Lavoro, UIL: crisi colpisce uno su tre, perso un milione di posti in 6 anni

Il tasso di disoccupazione è passato dal 6,7% del 2008 al 12,2% nel 2013.

Nei 6 anni terribili che vanno dal 2008 al 2013 è sparito un milione di posti di lavoro, di questi oltre 500mila riguardano il lavoro dipendente. A fornire il conto della crisi in termini occupazionali è uno studio della Uil, che spiega come il tasso di disoccupazione generale sia passato dal 6,7% del 2008 al 12,2% nel 2013, e la disoccupazione giovanile dal 21,3% al 40%, per un quasi raddoppio.

Il paragone sarà pure impietoso ma in Gran Bretagna, per fare un esempio, nel secondo trimestre dell’anno il tasso di disoccupazione è sceso dal 6,6 al 6,5%, il dato più basso da ottobre-dicembre del 2008.

Il rapporto curato dal Servizio politiche territoriali e del lavoro della Uil - No Pil? No Job - scatta l’istantanea di un Paese a crescita zero, in cui il lavoro si è perso. La ricetta del governo Renzi, che pare in tutte altre faccende affaccendato, in materia è nota: l’esecutivo ha messo in campo Garanzia Giovani e Job Act presentandoli come punto di svolta oltre a rendere più precari i contratti a termine in modo da invogliare gli imprenditori ad assumere.

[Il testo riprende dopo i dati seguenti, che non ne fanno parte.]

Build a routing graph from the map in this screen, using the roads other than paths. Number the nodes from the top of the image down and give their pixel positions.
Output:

Aspettiamo ansiosi i risultati sui livelli di occupazione, i primi segnali positivi secondo il ministro del lavoro Giuliano Poletti sono attesi entro la fine dell’anno.

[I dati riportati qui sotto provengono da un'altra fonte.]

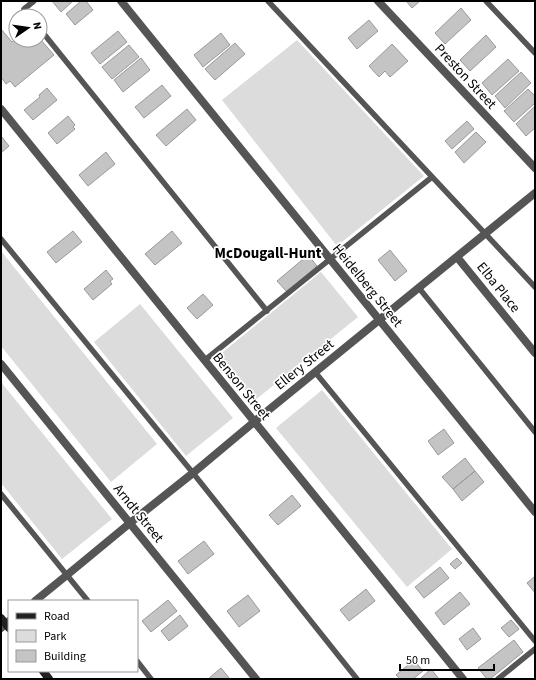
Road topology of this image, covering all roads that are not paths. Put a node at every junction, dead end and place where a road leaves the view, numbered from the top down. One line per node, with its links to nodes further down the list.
1 (34, 1): 6 (lane)
2 (120, 1): 16 (street, Heidelberg Street)
3 (268, 1): 11 (lane)
4 (378, 1): 10 (street, Preston Street)
5 (486, 1): 8 (lane)
6 (25, 8)
7 (48, 39): 19 (lane)
8 (535, 53)
9 (1, 109): 22 (street, Benson Street)
10 (535, 168)
11 (432, 177): 13 (lane); 16 (lane)
12 (535, 194): 13 (street, Ellery Street)
13 (485, 234): 15 (street, Ellery Street); 17 (lane)
14 (1, 239): 27 (lane)
15 (457, 257): 18 (street, Ellery Street); 21 (street, Elba Place)
16 (330, 260): 19 (lane); 20 (street, Heidelberg Street)
17 (535, 287)
18 (419, 288): 20 (street, Ellery Street); 26 (lane)
19 (267, 311): 22 (lane)
20 (379, 320): 24 (street, Ellery Street); 29 (street, Heidelberg Street)
21 (535, 353)
22 (205, 360): 25 (street, Benson Street)
23 (1, 364): 30 (street, Arndt Street)
24 (316, 372): 25 (street, Ellery Street); 34 (lane)
25 (254, 422): 27 (street, Ellery Street); 40 (street, Benson Street)
26 (535, 432)
27 (193, 473): 30 (street, Ellery Street); 39 (lane)
28 (1, 494): 31 (lane)
29 (535, 512)
30 (130, 523): 31 (street, Ellery Street); 38 (street, Arndt Street)
31 (67, 575): 32 (street, Ellery Street); 33 (lane)
32 (36, 600)
33 (87, 600)
34 (535, 641)
35 (535, 649): 41 (lane)
36 (138, 662): 37 (lane)
37 (151, 679)
38 (256, 679)
39 (357, 679)
40 (463, 679)
41 (498, 679)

Intanto la Uil spiega che nel 2013 una persona su tre in età lavorativa ha vissuto forme di sofferenza e insicurezza occupazionale. Parliamo di 13 milioni di donne e uomini, il 42,6% in più rispetto al 2008 (+3,9 milioni di unità), che hanno un lavoro instabile, che hanno dovuto subire una riduzione di orario, che sono alla ricerca di un posto, che sono stati sospesi dal lavoro o che lo hanno perso a causa della crisi.

"La classifica definitiva del disagio occupazionale mostra con tutta evidenza la drammatica crisi che attanaglia il Mezzogiorno"

commenta il segretario confederale della Uil, Guglielmo Loy.

A livello territoriale, l'indice di sofferenza del mercato del lavoro vede il Sud attestarsi ben 31,6 punti percentuali sopra la media nazionale. Nel Centro Italia e nel Nord gli indicatori fanno segnare dati al di sotto della media. Le regioni con un indice di disagio al di sopra della media nazionale sono 9: le 8 del Mezzogiorno più le Marche. In testa la Calabria, seguita da Campania e Puglia.